(Stored data entries)
····················

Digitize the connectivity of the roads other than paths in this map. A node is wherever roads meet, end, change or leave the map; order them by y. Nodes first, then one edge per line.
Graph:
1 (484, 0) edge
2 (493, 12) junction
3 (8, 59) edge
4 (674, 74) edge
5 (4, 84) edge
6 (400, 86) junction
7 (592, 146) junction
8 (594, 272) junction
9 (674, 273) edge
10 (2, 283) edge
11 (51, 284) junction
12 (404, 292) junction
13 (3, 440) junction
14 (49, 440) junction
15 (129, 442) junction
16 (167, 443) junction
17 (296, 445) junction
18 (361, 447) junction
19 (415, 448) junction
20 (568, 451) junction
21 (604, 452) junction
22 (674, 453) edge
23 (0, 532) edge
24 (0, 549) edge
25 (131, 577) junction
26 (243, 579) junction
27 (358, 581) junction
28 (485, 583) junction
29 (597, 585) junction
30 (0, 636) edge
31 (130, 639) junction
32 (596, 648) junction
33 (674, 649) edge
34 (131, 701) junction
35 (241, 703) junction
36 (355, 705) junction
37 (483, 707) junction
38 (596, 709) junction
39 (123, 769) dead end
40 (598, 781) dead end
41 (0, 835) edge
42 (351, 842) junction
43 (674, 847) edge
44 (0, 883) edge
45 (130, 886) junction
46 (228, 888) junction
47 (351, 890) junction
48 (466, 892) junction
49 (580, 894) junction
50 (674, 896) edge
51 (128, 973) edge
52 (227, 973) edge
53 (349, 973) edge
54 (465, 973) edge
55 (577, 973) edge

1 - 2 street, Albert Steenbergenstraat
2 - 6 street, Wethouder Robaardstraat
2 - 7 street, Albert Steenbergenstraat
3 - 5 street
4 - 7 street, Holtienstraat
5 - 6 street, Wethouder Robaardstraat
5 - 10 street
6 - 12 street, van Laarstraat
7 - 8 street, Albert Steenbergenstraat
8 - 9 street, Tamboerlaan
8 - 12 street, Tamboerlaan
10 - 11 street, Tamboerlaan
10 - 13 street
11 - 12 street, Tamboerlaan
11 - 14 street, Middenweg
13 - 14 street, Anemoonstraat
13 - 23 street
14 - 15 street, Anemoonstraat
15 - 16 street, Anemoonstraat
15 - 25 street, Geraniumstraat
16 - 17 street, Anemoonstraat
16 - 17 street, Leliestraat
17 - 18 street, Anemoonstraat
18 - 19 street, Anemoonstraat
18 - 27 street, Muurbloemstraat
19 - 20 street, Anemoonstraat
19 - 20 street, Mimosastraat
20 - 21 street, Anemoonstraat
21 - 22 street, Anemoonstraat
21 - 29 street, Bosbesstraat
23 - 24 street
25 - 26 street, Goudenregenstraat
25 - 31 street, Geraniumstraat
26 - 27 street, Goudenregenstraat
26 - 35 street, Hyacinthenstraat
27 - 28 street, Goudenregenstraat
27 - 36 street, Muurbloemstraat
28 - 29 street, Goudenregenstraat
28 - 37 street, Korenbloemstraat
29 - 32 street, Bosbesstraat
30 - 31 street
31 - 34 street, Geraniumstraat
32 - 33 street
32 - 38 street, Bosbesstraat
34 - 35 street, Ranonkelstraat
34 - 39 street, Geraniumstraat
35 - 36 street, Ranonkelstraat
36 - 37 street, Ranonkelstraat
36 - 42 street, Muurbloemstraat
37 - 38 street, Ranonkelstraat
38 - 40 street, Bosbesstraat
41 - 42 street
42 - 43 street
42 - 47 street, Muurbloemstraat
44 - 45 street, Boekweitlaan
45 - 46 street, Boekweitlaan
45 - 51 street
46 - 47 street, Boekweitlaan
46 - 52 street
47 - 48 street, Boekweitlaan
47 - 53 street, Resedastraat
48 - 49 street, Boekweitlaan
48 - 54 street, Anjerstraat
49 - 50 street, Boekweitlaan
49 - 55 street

····················

### [Task item]
Lines holding "Ranonkelstraat": please count them in the data above and reply with the number alone.

### [Response to the task]
4